I’m currently working on a simulation server for running simulations with our simulation engine. The simulation input is uploaded via a Python flask API, but the simulation code and the code handling execution is in Julia. Because this is a simulation server, it is supposed to make use of all the compute resources it is given, but the simulation itself is necessarily single-threaded, so the parallel computing comes down to being able to run multiple simulations at the same time.
The current architecture works like that: The API handles requests for uploads, starting simulations, fetching results, etc. and marks a run to be simulated. A seperate Julia program runs in an endless loop, scanning directories for runs that have been marked as to be executed, then spawns a thread to handle that and continues the loop.

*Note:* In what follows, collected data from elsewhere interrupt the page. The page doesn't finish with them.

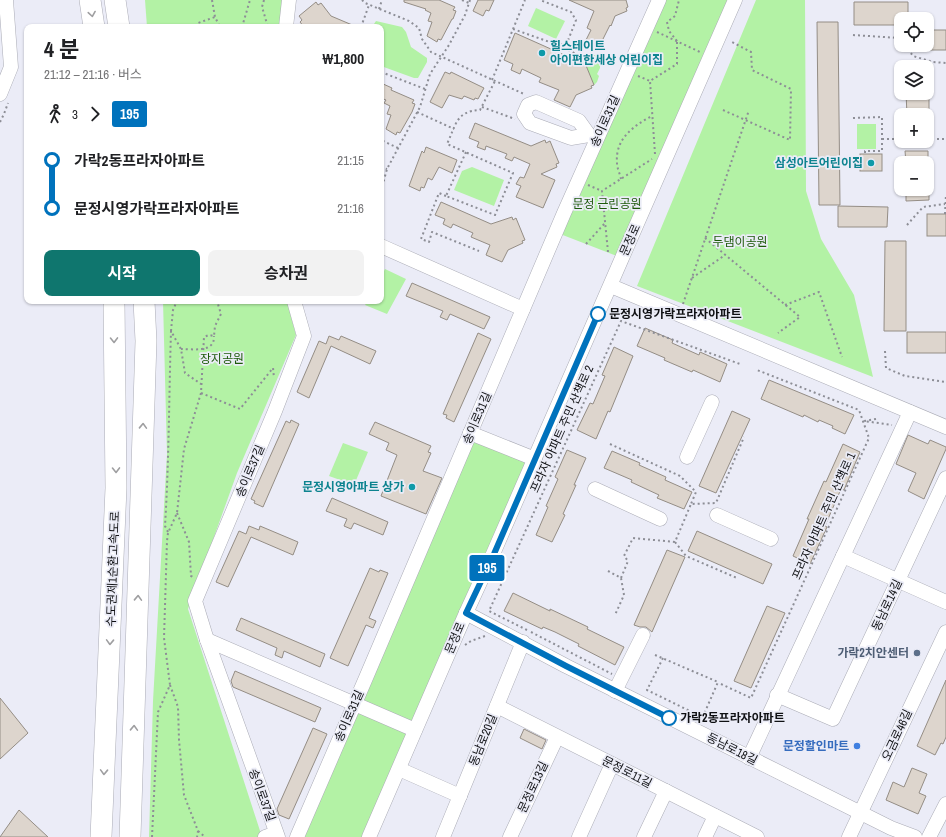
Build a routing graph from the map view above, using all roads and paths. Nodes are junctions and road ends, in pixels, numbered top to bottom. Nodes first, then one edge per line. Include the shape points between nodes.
1 (6, 0) edge
2 (90, 0) edge
3 (115, 0) edge
4 (212, 0) edge
5 (250, 0) edge
6 (264, 0) edge
7 (288, 0) edge
8 (362, 0) edge
9 (382, 0) edge
10 (462, 0) edge
11 (526, 0) edge
12 (540, 0) edge
13 (659, 0) edge
14 (679, 0) edge
15 (736, 0) edge
16 (470, 1) edge
17 (369, 5) junction
18 (379, 9) junction
19 (215, 17) junction
20 (94, 24) edge
21 (119, 24) edge
22 (198, 24) edge
23 (218, 24) edge
24 (243, 24) edge
25 (267, 24) edge
26 (286, 24) edge
27 (362, 24) edge
28 (647, 28) junction
29 (513, 29) junction
30 (853, 35) dead end
31 (720, 36) junction
32 (894, 38) edge
33 (677, 41) junction
34 (558, 46) junction
35 (910, 52) edge
36 (711, 56) junction
37 (441, 57) junction
38 (583, 57) dead end
39 (946, 63) edge
40 (384, 73) edge
41 (492, 80) junction
42 (495, 81) junction
43 (425, 89) junction
44 (0, 94) edge
45 (530, 97) dead end
46 (723, 110) dead end
47 (749, 110) dead end
48 (417, 112) junction
49 (539, 114) dead end
50 (652, 116) junction
51 (853, 118) dead end
52 (745, 120) junction
53 (454, 129) junction
54 (593, 137) junction
55 (882, 139) junction
56 (894, 139) edge
57 (934, 139) edge
58 (946, 139) edge
59 (384, 141) edge
60 (398, 148) junction
61 (466, 152) junction
62 (864, 154) dead end
63 (384, 168) edge
64 (387, 169) junction
65 (621, 179) junction
66 (384, 180) edge
67 (946, 194) edge
68 (446, 196) junction
69 (945, 204) edge
70 (945, 214) edge
71 (605, 223) junction
72 (907, 225) dead end
73 (705, 238) junction
74 (586, 244) dead end
75 (384, 247) edge
76 (479, 251) dead end
77 (608, 252) dead end
78 (725, 255) junction
79 (691, 279) junction
80 (611, 286) junction
81 (114, 304) edge
82 (144, 304) edge
83 (176, 304) edge
84 (218, 304) edge
85 (295, 304) edge
86 (786, 305) junction
87 (522, 309) junction
88 (679, 314) junction
89 (171, 331) junction
90 (778, 333) dead end
91 (214, 336) junction
92 (182, 349) junction
93 (203, 349) junction
94 (885, 351) dead end
95 (842, 357) dead end
96 (740, 364) dead end
97 (757, 370) dead end
98 (946, 382) edge
99 (201, 384) junction
100 (285, 384) junction
101 (200, 393) junction
102 (712, 402) dead end
103 (910, 412) junction
104 (876, 420) dead end
105 (864, 421) junction
106 (903, 426) junction
107 (946, 427) edge
108 (470, 433) junction
109 (744, 437) dead end
110 (610, 444) dead end
111 (687, 456) dead end
112 (535, 459) junction
113 (946, 478) edge
114 (595, 489) dead end
115 (691, 504) junction
116 (177, 513) junction
117 (717, 515) dead end
118 (660, 519) dead end
119 (172, 524) junction
120 (165, 526) junction
121 (168, 532) junction
122 (771, 539) dead end
123 (675, 542) junction
124 (842, 556) junction
125 (608, 571) dead end
126 (621, 578) junction
127 (737, 578) dead end
128 (204, 580) junction
129 (898, 581) junction
130 (946, 602) edge
131 (466, 613) junction
132 (615, 615) dead end
133 (946, 632) edge
134 (643, 635) dead end
135 (207, 640) junction
136 (522, 642) junction
137 (655, 654) dead end
138 (663, 658) junction
139 (721, 684) dead end
140 (170, 685) junction
141 (618, 685) junction
142 (777, 695) junction
143 (354, 703) junction
144 (496, 706) junction
145 (702, 717) junction
146 (415, 730) junction
147 (696, 731) junction
148 (557, 737) junction
149 (749, 758) junction
150 (612, 764) junction
151 (398, 769) junction
152 (666, 791) junction
153 (460, 796) junction
154 (946, 804) edge
155 (861, 812) junction
156 (715, 816) junction
157 (198, 831) junction
158 (273, 836) edge
159 (101, 837) edge
160 (130, 837) edge
161 (152, 837) edge
162 (197, 837) edge
163 (205, 837) edge
164 (296, 837) edge
165 (369, 837) edge
166 (444, 837) edge
167 (510, 837) edge
168 (579, 837) edge
169 (644, 837) edge
170 (705, 837) edge
171 (757, 837) edge
172 (849, 837) edge
173 (915, 837) edge
174 (929, 837) edge

1 - 44 street via 11,67
2 -> 20 highway
3 - 21 highway
4 - 19 path
5 - 24 path
6 - 25 path via 262,7
7 - 26 street
8 - 17 path
9 - 18 path
10 - 16 path
11 - 29 path
12 - 34 path via 571,12 576,20 567,43
13 - 28 street, 송이로31길
14 - 33 path via 675,16 667,22 669,31
15 - 31 street, 문정로
16 - 37 path
17 - 18 path
17 - 27 path
18 - 37 path via 409,21 419,28 422,39 431,52
19 - 22 path
19 - 23 path
28 - 33 path
28 - 54 street, 송이로31길
29 - 34 path
29 - 41 path
30 - 32 path
31 - 36 street, 문정로
31 - 52 path via 751,52 752,70 791,89 790,140
33 - 36 path
33 - 50 path via 677,64 650,81
34 - 38 path
35 - 39 path via 913,56
36 - 80 street, 문정로
37 - 41 path
37 - 43 path via 430,74
40 - 43 path
41 - 42 path
42 - 45 path
42 - 53 path via 480,110 460,116
43 - 48 path
46 - 52 path
47 - 52 path
48 - 53 path
48 - 60 path
49 - 54 street
50 - 65 path via 630,129 623,138 618,150 617,164
50 - 65 path via 655,157
51 - 55 path via 882,117
52 - 73 path
53 - 61 path via 447,144
54 - 87 street, 송이로31길
55 - 56 path
55 - 62 path via 882,151 865,151
57 - 58 path
59 - 60 path
60 - 64 path
61 - 68 path
61 - 68 path via 513,173 495,215
63 - 64 path
64 - 66 path
65 - 71 path via 602,191
67 - 69 path
68 - 76 path via 439,193 421,239 429,242 432,232
69 - 70 path
69 - 72 path via 922,207
71 - 74 path
71 - 77 path
73 - 78 path
73 - 79 path
75 - 87 street
78 - 79 path
78 - 86 path
79 - 88 path
80 - 88 street
80 - 112 street, 문정로
81 -> 159 highway, 수도권제1순환고속도로 via 116,488
160 -> 82 highway via 145,371
83 - 89 path
84 - 91 path via 221,314 215,326
85 - 100 street, 송이로37길 via 304,336
86 - 90 path via 800,317
86 - 95 path via 819,292
87 - 108 street, 송이로31길
88 - 103 street
89 - 92 path
89 - 120 path
91 - 93 path via 210,346
91 - 93 path via 204,337
92 - 93 path
92 - 99 path via 185,373
93 - 99 path
94 - 98 path via 886,368 905,376
96 - 141 path, 프라자 아파트 주민 산책로 2 via 621,321 489,611
97 - 105 path, 프라자 아파트 주민 산책로 1 via 859,410
99 - 101 path
100 - 101 path via 275,380 273,368 240,409
100 - 128 street, 송이로37길
101 - 116 path via 184,449
102 - 111 street
103 - 106 street
103 - 107 street
104 - 105 path
105 - 106 path
105 - 139 path, 프라자 아파트 주민 산책로 1 via 869,438 751,698
106 - 124 street
108 - 112 street
108 - 143 street, 송이로31길
109 - 115 path via 716,503
110 - 115 path via 680,476 696,492
112 - 131 street, 문정로
113 - 129 street, 동남로14길
114 - 118 street
115 - 123 path
116 - 119 path
116 - 128 path via 189,542 191,576
117 - 122 street
119 - 120 path
119 - 121 path
120 - 121 path
121 - 140 path via 164,638
123 - 126 path via 633,538 624,556 628,561
123 - 127 path via 686,556
124 - 129 street
124 - 142 street
125 - 126 path
126 - 132 path via 624,595
128 - 135 street, 송이로37길 via 195,601
129 - 130 street
129 - 142 street, 동남로14길 via 833,719
131 - 136 street, 동남로18길
131 - 146 street, 문정로
133 - 155 street, 오금로46길
134 - 141 street
135 - 143 street
135 - 158 street, 송이로37길
136 - 141 street, 동남로18길 via 566,666
136 - 144 street, 동남로20길
137 - 138 path
138 - 145 path via 647,690
138 - 145 path via 718,682
140 - 157 path via 178,707 178,740 184,795
140 - 161 path via 158,712
141 - 147 street, 동남로18길
142 - 149 street
143 - 146 street
143 - 164 street, 송이로31길
144 - 148 street, 문정로11길
144 - 153 street, 동남로20길
145 - 147 path
146 - 151 street, 문정로
147 - 149 street, 동남로18길
148 - 150 street, 문정로11길
148 - 167 street, 문정로13길
149 - 155 street, 동남로18길
150 - 152 street, 문정로11길
150 - 168 street
151 - 153 street
151 - 165 street, 문정로
152 - 156 street, 문정로11길
152 - 169 street
153 - 166 street, 동남로20길
154 - 174 street
155 - 172 street, 오금로46길
155 - 173 street, 동남로18길
156 - 170 street
156 - 171 street, 문정로11길
157 - 162 path
157 - 163 path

I got this almost working with multithreading, but I ran into issues with CWD-relative file paths interfering between threads, in particular the main thread that is running the scanning loop. Turns out cd(function, dir, args) changes the CWD for all threads. I’m sure there is a technical reason for that.
My options are now 1.) refactor the simulation program to not use CWD and always use the run directory as the base path or 2.) use multiprocessing instead, which I briefly tried but that brings its own bundle of issues to be solved or 3.) somehow find a solution to keep CWD separate for each thread.
I’m hoping for 3.) because both 1.) and 2.) are unknown but probably significant time investments. Any ideas?